Uscimmo in una zona di raccordo centrale dotata di una cupola alta e trasparente che lasciava vedere la volta della caverna che s’inarcava sopra di noi, con le luci puntate in modo da mettere in mostra le variopinte vene minerali. Effettuai una scansione per accertarmi che non ci stessero registrando e fermai Rami. Ləi e le altre mi guardarono e io dissi: «La persona che stiamo andando a incontrare ha appena cercato di uccidervi».

Rami sbatté le palpebre, Maro sgranò gli occhi e Tapan fece un respiro per controbattere. «La navetta è stata infettata con un killware» spiegai. «Ha distrutto il bot pilota. Io ero in contatto con un amico che è stato in grado di usare il mio feed aumentato per scaricare un nuovo modulo di pilotaggio. È l’unico motivo per cui non ci siamo schiantatə.»

Un modulo poteva essere in grado di portare la navetta in orbita, ma non poteva essere sofisticato a tal punto da riuscire a effettuare un atterraggio così difficoltoso con tanta facilità. Speravo che non ne fossero coscienti.

Tapan richiuse la bocca. Maro disse, sconvolta: «Ma gli altri passeggeri… Il personale di bordo… Avrebbero ucciso tutti?».

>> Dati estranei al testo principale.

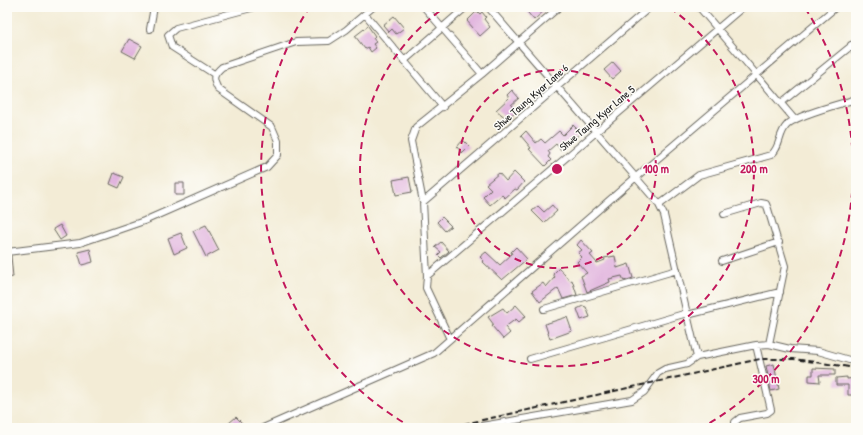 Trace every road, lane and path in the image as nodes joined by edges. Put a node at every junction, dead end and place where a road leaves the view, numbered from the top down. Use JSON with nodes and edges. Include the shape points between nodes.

«Se foste statə le uniche vittime, il movente sarebbe stato troppo palese» risposi.

Vidi che le mie parole cominciavano a far presa. «Dovreste tornare subito all’anello di transito» dissi. Controllai gli orari sul feed pubblico. C’era una navetta che rientrava di lì a undici minuti. Tlacey non avrebbe avuto il tempo di rintracciare lə miə clienti e infettare anche quella, se si fossero mossə in fretta.

Tapan e Maro guardarono Rami. Ləi esitò, poi strinse i denti e disse: «Io resto qui. Voi due andate».

«No» replicò decisa Maro. «Non ti lasciamo.» Tapan aggiunse: «Ci siamo dentro insieme».

Il viso di Rami sembrò afflosciarsi; il loro sostegno l’aveva indebolitə, laddove la prospettiva della morte non ci era riuscita. Tenne a bada la sua reazione e annuì seccamente. Poi mi guardò e disse: «Restiamo».

Non ebbi reazioni palesi, dal momento che sono abituata a vedere i miei clienti prendere decisioni sbagliate e che mi stavo allenando parecchio sul controllo dell’espressione. «Non potete fare questo incontro. Hanno perso le vostre tracce quando la navetta non è attraccata nella baia predefinita. Dovete conservare questo vantaggio.»

«Ma dobbiamo andare all’appuntamento» protestò Tapan. «Altrimenti non potremo recuperare il nostro lavoro.»

Sì, mi capita spesso di aver voglia di dare una bella scrollata ai miei clienti. E no, non lo faccio mai. «Tlacey non ha intenzione di restituirvi il vostro lavoro. Vi ha attirato qui per uccidervi.»

«Sì, ma…» cominciò a dire Tapan.

«Tapan, sta’ zitta e ascolta» la interruppe Maro, chiaramente esasperata.

Rami sembrava decisa a intestardirsi, ma mi chiese: «E allora, che facciamo?».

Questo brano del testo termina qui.